Similarly, Professor X has done a whole lot of absolutely terrible things - but when it comes down to it, he'd surely tell you that they were all simply the sad consequences of his crusade for humans and mutants to live together in harmony.
He may have created a personal army of mutant teenagers that operate outside of the law, but at least he did it meaning well...
The (Less Villainous) Winner: It's a tie. Both men are ultimately trying to do good - they just happen to be in the habit of going about it in super-sketchy ways...
1. Death Toll
Specifically, the extent to which each man has killed a bunch of people.
No matter how much Magneto might have the right intentions, there's no getting around the fact that he is, when it comes right down to it, a cold-blooded killer.
He's sunk submarines, ripped out Wolverine's Adamantium bone-lining, and generally thrown a whole lot of death in the direction of the world around him.
For all his much-vaunted ideals, however, Professor X has actually been responsible for a whole lot of death himself.
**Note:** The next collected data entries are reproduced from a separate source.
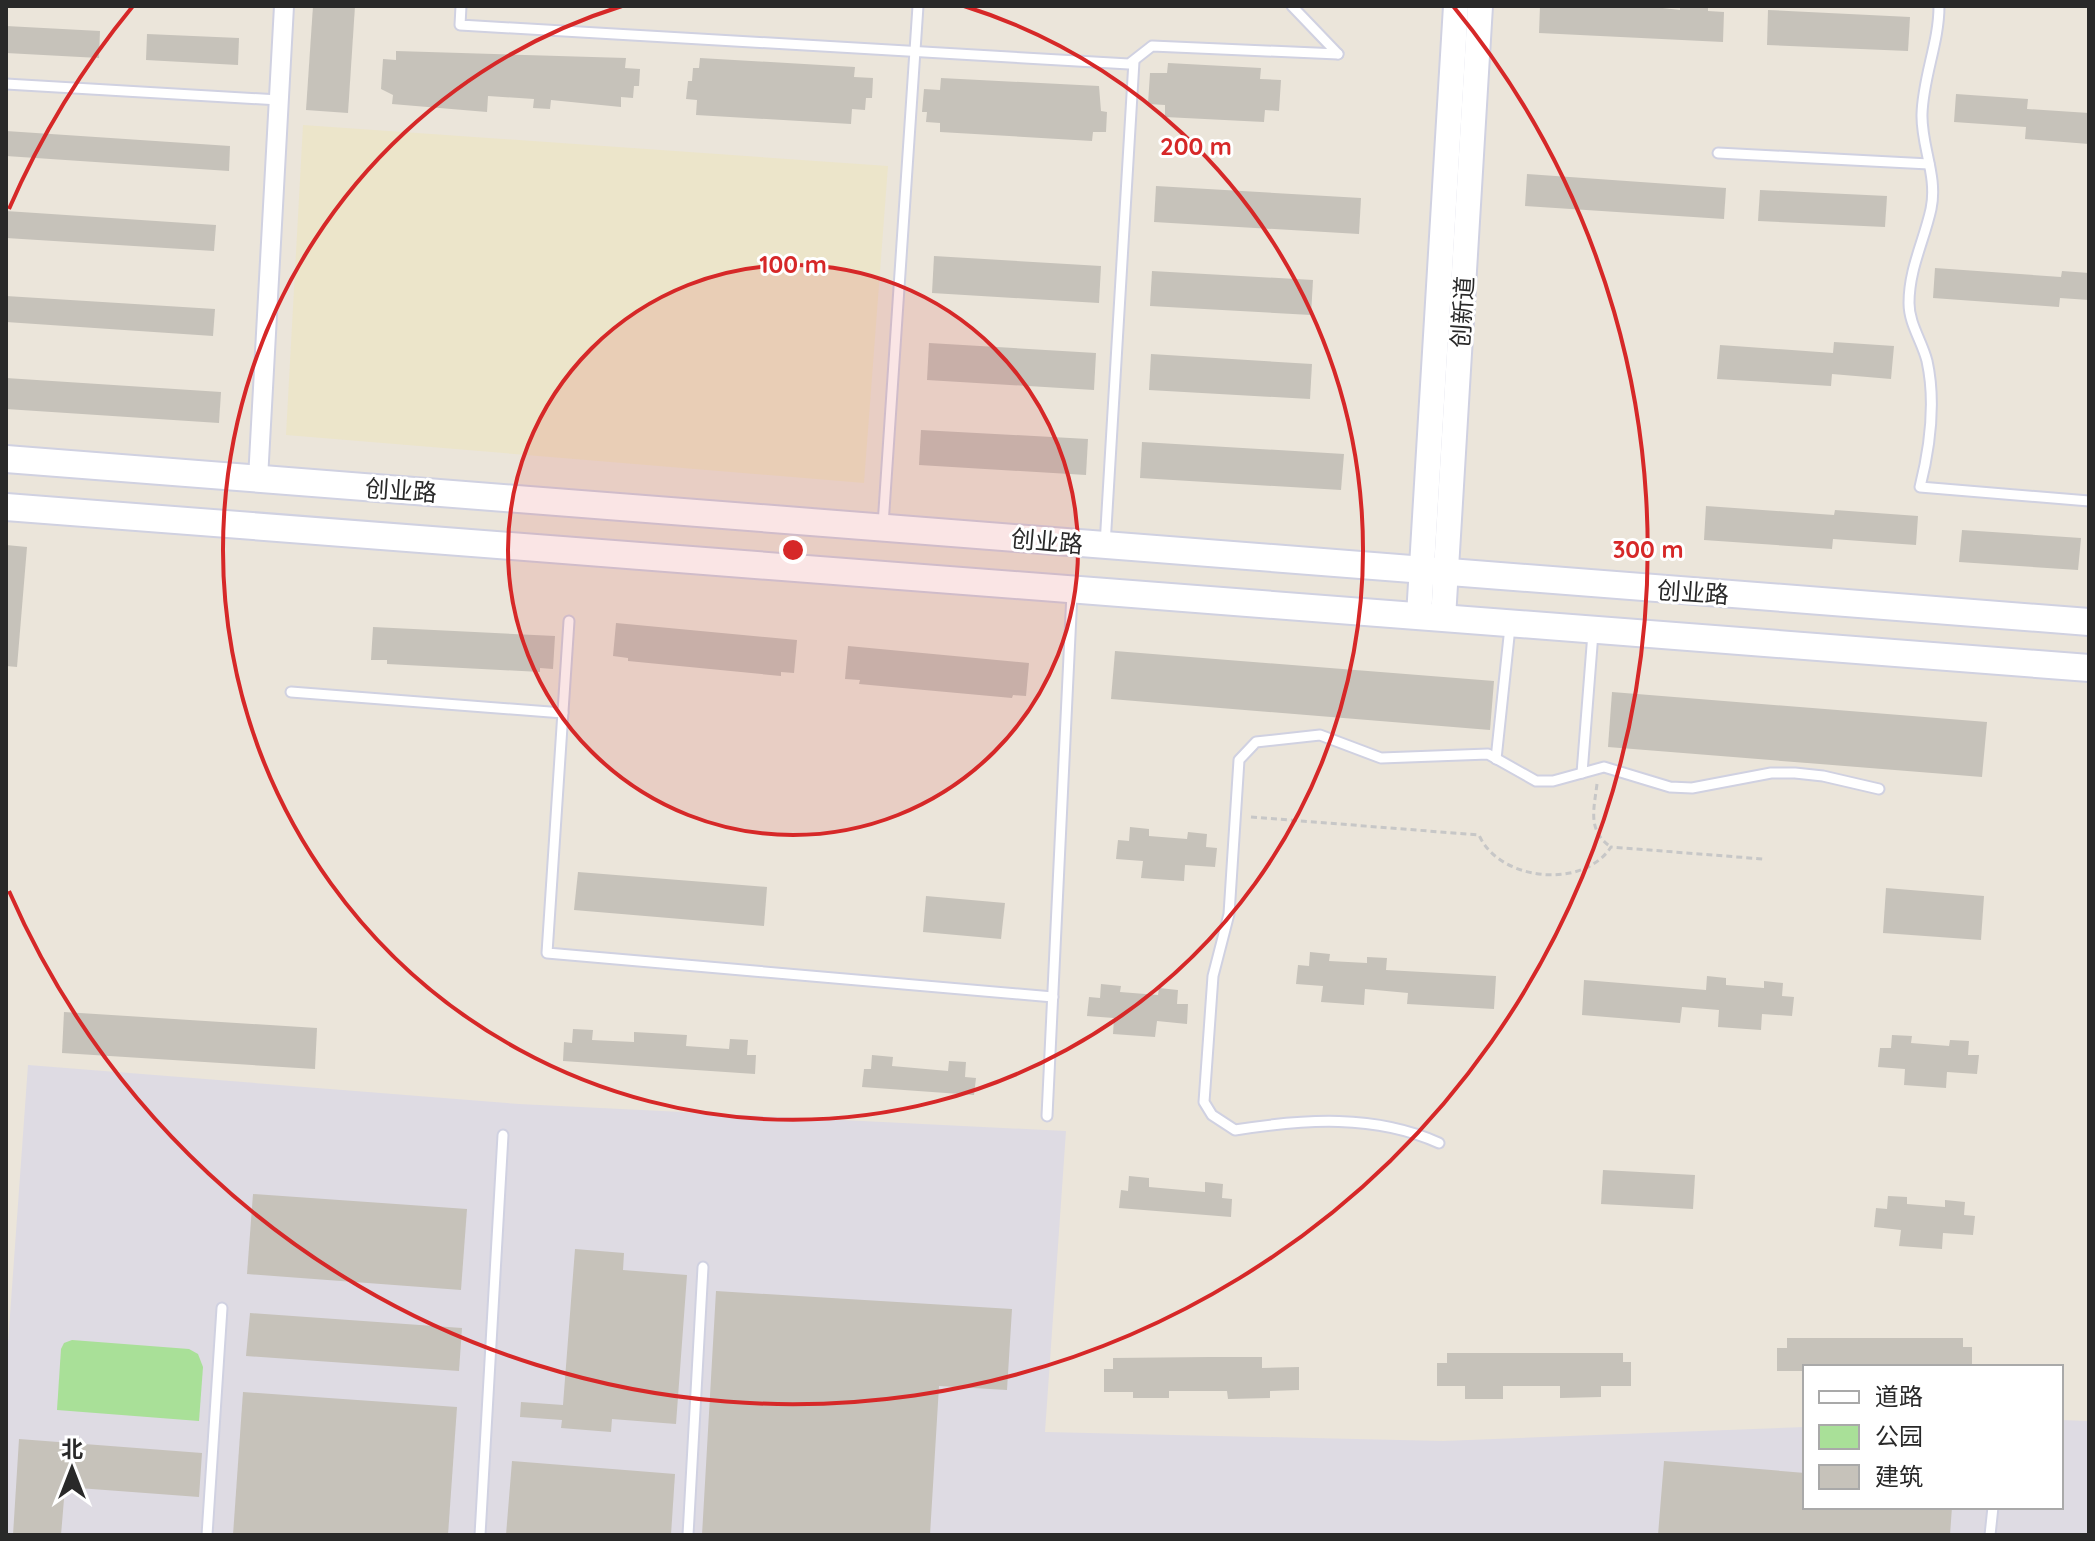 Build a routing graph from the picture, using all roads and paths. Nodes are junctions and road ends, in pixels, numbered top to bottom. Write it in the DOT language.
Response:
graph roads {
  1 [pos="284,6"];
  2 [pos="461,6"];
  3 [pos="918,6"];
  4 [pos="1292,6"];
  5 [pos="1456,6"];
  6 [pos="1480,6"];
  7 [pos="1939,6"];
  8 [pos="915,54"];
  9 [pos="1134,61"];
  10 [pos="6,84"];
  11 [pos="279,100"];
  12 [pos="1718,153"];
  13 [pos="1929,164"];
  14 [pos="6,459"];
  15 [pos="258,479"];
  16 [pos="2089,501"];
  17 [pos="6,507"];
  18 [pos="883,528"];
  19 [pos="1105,546"];
  20 [pos="1434,572"];
  21 [pos="1072,590"];
  22 [pos="1431,617"];
  23 [pos="569,621"];
  24 [pos="2089,622"];
  25 [pos="1510,623"];
  26 [pos="1593,630"];
  27 [pos="2089,668"];
  28 [pos="291,692"];
  29 [pos="563,713"];
  30 [pos="1496,759"];
  31 [pos="1598,768"];
  32 [pos="1582,773"];
  33 [pos="1879,789"];
  34 [pos="1235,815"];
  35 [pos="1611,847"];
  36 [pos="1763,859"];
  37 [pos="1053,997"];
  38 [pos="1047,1116"];
  39 [pos="503,1135"];
  40 [pos="1439,1143"];
  41 [pos="703,1267"];
  42 [pos="222,1308"];
  43 [pos="1993,1509"];
  44 [pos="207,1535"];
  45 [pos="480,1535"];
  46 [pos="688,1535"];
  47 [pos="1990,1535"];
  1 -- 11 [label="street"];
  2 -- 8 [label="lane"];
  3 -- 8 [label="lane"];
  4 -- 9 [label="lane"];
  5 -- 20 [label="street, 创新道"];
  6 -- 20 [label="street, 创新道"];
  7 -- 13 [label="lane"];
  8 -- 9 [label="lane"];
  8 -- 18 [label="lane"];
  9 -- 19 [label="lane"];
  10 -- 11 [label="lane"];
  11 -- 15 [label="street"];
  12 -- 13 [label="lane"];
  13 -- 16 [label="lane"];
  14 -- 15 [label="main road, 创业路"];
  15 -- 18 [label="main road, 创业路"];
  17 -- 21 [label="main road, 创业路"];
  18 -- 19 [label="main road, 创业路"];
  19 -- 20 [label="main road, 创业路"];
  20 -- 22 [label="street, 创新道"];
  20 -- 24 [label="main road, 创业路"];
  21 -- 22 [label="main road, 创业路"];
  21 -- 37 [label="lane"];
  22 -- 25 [label="main road, 创业路"];
  23 -- 29 [label="lane"];
  25 -- 26 [label="main road, 创业路"];
  25 -- 30 [label="lane"];
  26 -- 27 [label="main road, 创业路"];
  26 -- 32 [label="lane"];
  28 -- 29 [label="lane"];
  29 -- 37 [label="lane"];
  30 -- 32 [label="lane"];
  30 -- 34 [label="lane"];
  31 -- 32 [label="lane"];
  31 -- 33 [label="lane"];
  31 -- 35 [label="path"];
  34 -- 35 [label="path"];
  34 -- 40 [label="lane"];
  35 -- 36 [label="path"];
  37 -- 38 [label="lane"];
  39 -- 45 [label="lane"];
  41 -- 46 [label="lane"];
  42 -- 44 [label="lane"];
  43 -- 47 [label="lane"];
} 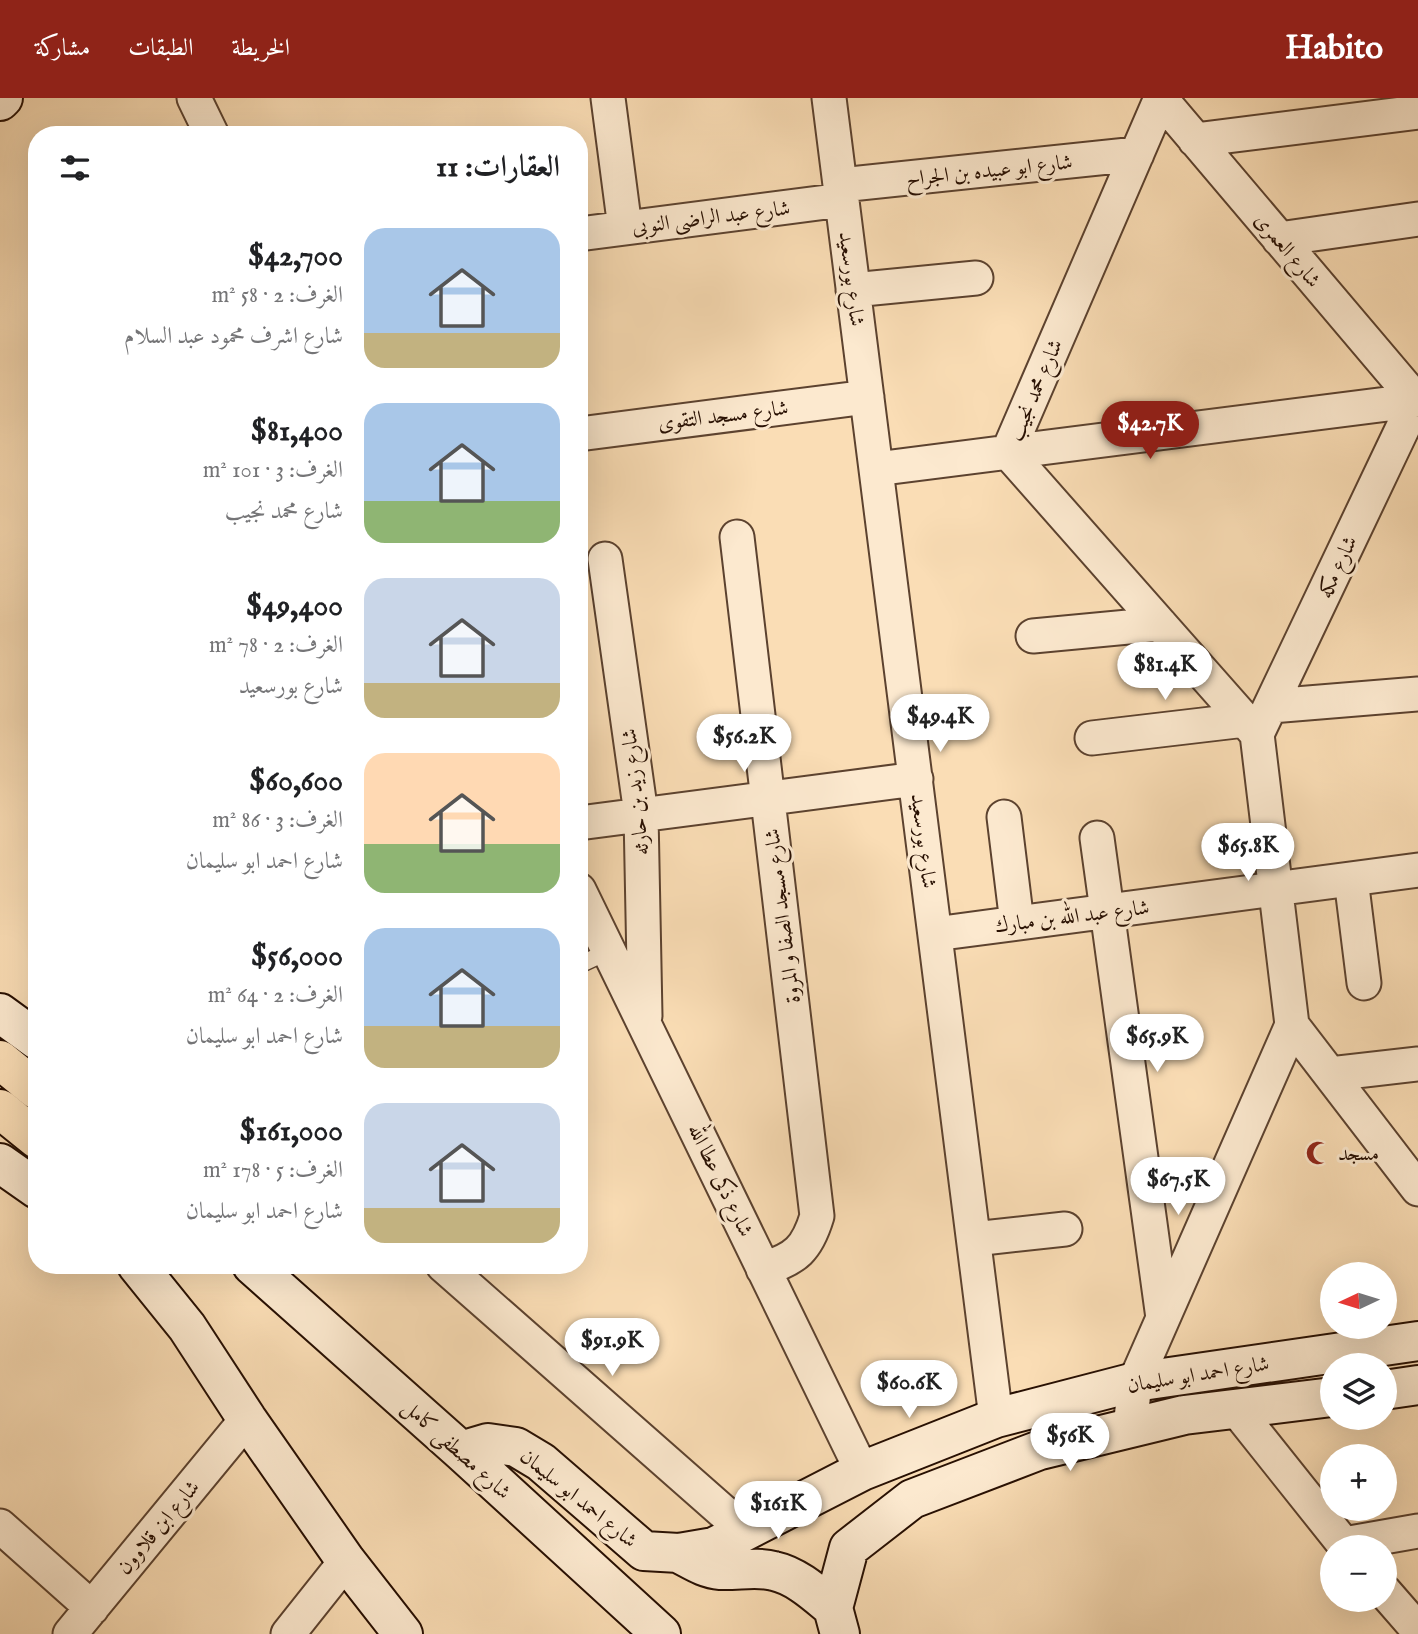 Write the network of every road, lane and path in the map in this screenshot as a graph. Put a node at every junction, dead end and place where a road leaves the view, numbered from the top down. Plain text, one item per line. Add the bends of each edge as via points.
1 (194, 98) edge
2 (608, 98) edge
3 (830, 98) edge
4 (1161, 99) edge
5 (1418, 112) edge
6 (208, 126) edge
7 (1195, 139) junction
8 (1137, 154) junction
9 (841, 192) junction
10 (1418, 219) edge
11 (625, 228) junction
12 (588, 233) edge
13 (1279, 239) junction
14 (976, 278) dead end
15 (853, 290) junction
16 (867, 397) junction
17 (1417, 400) edge
18 (588, 433) edge
19 (1008, 452) junction
20 (876, 469) junction
21 (737, 537) dead end
22 (605, 559) dead end
23 (1160, 624) junction
24 (1032, 636) dead end
25 (1418, 694) edge
26 (1258, 720) junction
27 (1092, 738) dead end
28 (916, 779) junction
29 (768, 798) junction
30 (640, 814) junction
31 (1004, 817) dead end
32 (588, 822) edge
33 (1097, 838) dead end
34 (1418, 870) edge
35 (1351, 879) junction
36 (1276, 889) junction
37 (588, 908) edge
38 (1108, 911) junction
39 (1017, 923) junction
40 (935, 934) junction
41 (609, 950) junction
42 (588, 960) edge
43 (1364, 982) dead end
44 (0, 1013) edge
45 (1292, 1025) junction
46 (646, 1026) junction
47 (28, 1033) edge
48 (0, 1060) edge
49 (1418, 1064) edge
50 (1331, 1074) junction
51 (28, 1083) edge
52 (0, 1109) edge
53 (28, 1132) edge
54 (0, 1163) edge
55 (1412, 1174) edge
56 (28, 1183) edge
57 (1065, 1229) dead end
58 (974, 1239) junction
59 (763, 1269) junction
60 (144, 1274) edge
61 (262, 1274) edge
62 (453, 1274) edge
63 (1163, 1318) junction
64 (1418, 1341) edge
65 (1135, 1382) junction
66 (1418, 1385) edge
67 (1397, 1388) edge
68 (1320, 1398) edge
69 (1236, 1409) junction
70 (996, 1418) junction
71 (247, 1419) junction
72 (1130, 1428) junction
73 (461, 1451) junction
74 (862, 1471) junction
75 (0, 1526) edge
76 (1418, 1531) edge
77 (746, 1532) junction
78 (1336, 1535) edge
79 (1397, 1535) edge
80 (679, 1553) junction
81 (346, 1561) junction
82 (1397, 1606) edge
83 (92, 1608) junction
84 (837, 1621) edge
85 (1418, 1630) edge
86 (70, 1634) edge
87 (288, 1634) edge
88 (402, 1634) edge
89 (660, 1634) edge

1 - 6 street
2 - 11 street
3 - 9 street, شارع بورسعيد
4 - 7 street, شارع العمرى
4 - 8 street, شارع محمد نجيب
5 - 7 street
7 - 13 street, شارع العمرى
8 - 9 street, شارع ابو عبيده بن الجراح
8 - 19 street, شارع محمد نجيب
9 - 11 street, شارع عبد الراضى النوبى
9 - 15 street, شارع بورسعيد
10 - 13 street
11 - 12 street, شارع عبد الراضى النوبى
13 - 17 street, شارع العمرى
14 - 15 street
15 - 16 street, شارع بورسعيد
16 - 18 street, شارع مسجد التقوى
16 - 20 street, شارع بورسعيد
17 - 19 street
17 - 26 street, شارع مكه
19 - 20 street
19 - 23 street, شارع محمد نجيب
20 - 28 street, شارع بورسعيد
21 - 29 street, شارع مسجد الصفا و المروة
22 - 30 street, شارع زيد بن حارثه
23 - 24 street
23 - 26 street, شارع محمد نجيب
25 - 26 street
26 - 27 street
26 - 36 street
28 - 29 street
28 - 40 street, شارع بورسعيد
29 - 30 street
29 - 59 street, شارع مسجد الصفا و المروة via 817,1216 800,1251
30 - 32 street
30 - 46 street, شارع زيد بن حارثه
31 - 39 street
33 - 38 street
34 - 35 street, شارع عبد الله بن مبارك
35 - 36 street, شارع عبد الله بن مبارك
35 - 43 street
36 - 38 street, شارع عبد الله بن مبارك
36 - 45 street
37 - 41 street, شارع ذكى عطا الله
38 - 39 street, شارع عبد الله بن مبارك
38 - 63 street
39 - 40 street, شارع عبد الله بن مبارك
40 - 58 street, شارع بورسعيد
41 - 42 lane
41 - 46 street, شارع ذكى عطا الله
44 - 47 main road
45 - 50 street
45 - 63 street
46 - 59 street, شارع ذكى عطا الله
48 - 51 main road
49 - 50 street
50 - 55 street
52 - 53 main road
54 - 56 main road
57 - 58 street
58 - 70 street, شارع بورسعيد
59 - 74 street, شارع ذكى عطا الله
60 - 71 main road via 187,1327
61 - 73 main road, شارع مصطفى كامل
62 - 77 street
63 - 65 street
64 - 65 main road, شارع احمد ابو سليمان
65 - 70 main road, شارع احمد ابو سليمان
65 - 72 street
66 - 67 main road
68 - 69 main road, شارع احمد ابو سليمان
69 - 72 main road, شارع احمد ابو سليمان
69 - 78 street
70 - 74 main road, شارع احمد ابو سليمان
71 - 81 main road
71 - 83 street, شارع ابن قلاوون
72 - 84 main road, شارع احمد ابو سليمان via 1040,1450 912,1499 849,1548
73 - 80 main road, شارع احمد ابو سليمان via 488,1443 516,1447 541,1462 644,1551
73 - 89 main road, شارع مصطفى كامل
74 - 77 main road, شارع احمد ابو سليمان
75 - 83 street
76 - 79 street
77 - 80 main road, شارع احمد ابو سليمان via 714,1547
80 - 84 main road via 719,1570 750,1568 785,1574 813,1591
81 - 87 street
81 - 88 main road
82 - 85 street
83 - 86 street, شارع ابن قلاوون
Even putting aside the teen heroes he's sent to their deaths, the Professor had that whole 'Onslaught' phase, where he became a maniacal super-monster, and caused the deaths of most of the Avengers and Fantastic Four. Now, sure, they eventually came back to life, but even so...
The (Less Villainous) Winner: Another Tie. It's not really possible to calculate which man has killed more people, and though Professor X may have caused the deaths of several beloved heroes, Magneto has often killed on far more ideological grounds. Which is worse is unclear - so they share the points.
Magneto actually wins out, with two 'less villainous' wins to the professor's one, with two ties.
Which...doesn't actually make him any less of a super-villain - but perhaps it does suggest that both he and Professor X are closer to both being villains than either would likely be willing to admit.